Creativity, Confidence, and Dan Blank

I fully admit it, I’ve been fairly lazy lately. Between the COVID lockdown here in Jersey, the winter, an injury, what feels like constant stress; I haven’t felt very creative.

Basically, I’ve been a slug for awhile now.

I have recently, however, felt a bit of a creative spark. And I’m working to get it to grow.

I’ve been doing a lot of blogging on my site about how much I love New Jersey as well as my blog about my Italian heritage. I’m working on a new project – not all fiber-fanatic-related – but it is something important and special to me. And I’ll share more about it when the time is right.

So where does this new spark of creativity come from you might ask? Well, first it’s been a mild winter and the sun is starting to stay high in the sky a little later at night. I have learned over the years I am VERY weather and sunlight dependent.

I’m also learning that as I age I care about what people think far less than I once did. I specifically remember the first professional fiber arts event I ever attended. I participated in a talk led by a designer I really admired. She had an amazing sense of style, she was incredibly creative, and built a successful business. At the end of the talk I waited for everyone to leave before I approached her to ask my question. You see, I was too worried about others hearing me. I could barely get the question out to just her.

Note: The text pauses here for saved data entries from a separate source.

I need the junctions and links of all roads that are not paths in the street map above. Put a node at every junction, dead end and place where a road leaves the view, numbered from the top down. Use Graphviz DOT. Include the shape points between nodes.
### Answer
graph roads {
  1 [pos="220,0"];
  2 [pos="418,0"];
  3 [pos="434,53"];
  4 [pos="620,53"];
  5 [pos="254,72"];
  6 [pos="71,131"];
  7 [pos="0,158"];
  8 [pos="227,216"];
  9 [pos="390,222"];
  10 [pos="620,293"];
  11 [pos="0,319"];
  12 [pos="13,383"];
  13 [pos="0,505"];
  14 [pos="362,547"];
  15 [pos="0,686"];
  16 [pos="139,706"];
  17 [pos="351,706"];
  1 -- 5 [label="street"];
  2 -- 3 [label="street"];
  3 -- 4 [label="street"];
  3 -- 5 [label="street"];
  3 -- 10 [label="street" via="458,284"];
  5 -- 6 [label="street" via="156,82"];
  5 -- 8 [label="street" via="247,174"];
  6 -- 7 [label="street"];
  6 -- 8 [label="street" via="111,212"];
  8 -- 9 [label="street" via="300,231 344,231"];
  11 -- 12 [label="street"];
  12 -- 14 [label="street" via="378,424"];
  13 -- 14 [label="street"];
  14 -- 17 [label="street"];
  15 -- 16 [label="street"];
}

I hadn’t had much luck getting anyone to purchase, or even consider, my crochet patterns. I had a high-level individual from a major magazine show interest in a piece I created, so I sent her all my documentation for how I created it and my original piece. She sent it back several months later after I begged via email to get it back. She had someone mail it back to me… in a garbage bag. I never even received a “thanks, but no thanks” email.

It destroyed me.

So when I asked her in a very mousy voice, how she overcame the worry of having her work rejected, she said in an incredibly confident voice the answer I needed to hear.

“Who cares what other people think? Just put your work out there and get started.”

I started to submit work to magazines and publishers. Both patterns and query letters. While I had a few patterns published, I didn’t light up the crochet industry. So I released my own crochet pattern line. My publishing experience came in handy and I self published. More importantly to me, I had an article and an essay published.

Finding my Creative Spark

I always had a creative spark, but I never really found my niche. I sang in the choir, performed in the school musicals, played in the band and orchestra, learned piano and bass. I enjoyed it, but I wasn’t very good at any of it. I tried to draw, but didn’t have any talent. Later I learned to crochet, weave, and spin my own yarn. I really enjoy those things and they help feed my soul. My creative spark.

What I really wanted to do more than anything? I wanted to write.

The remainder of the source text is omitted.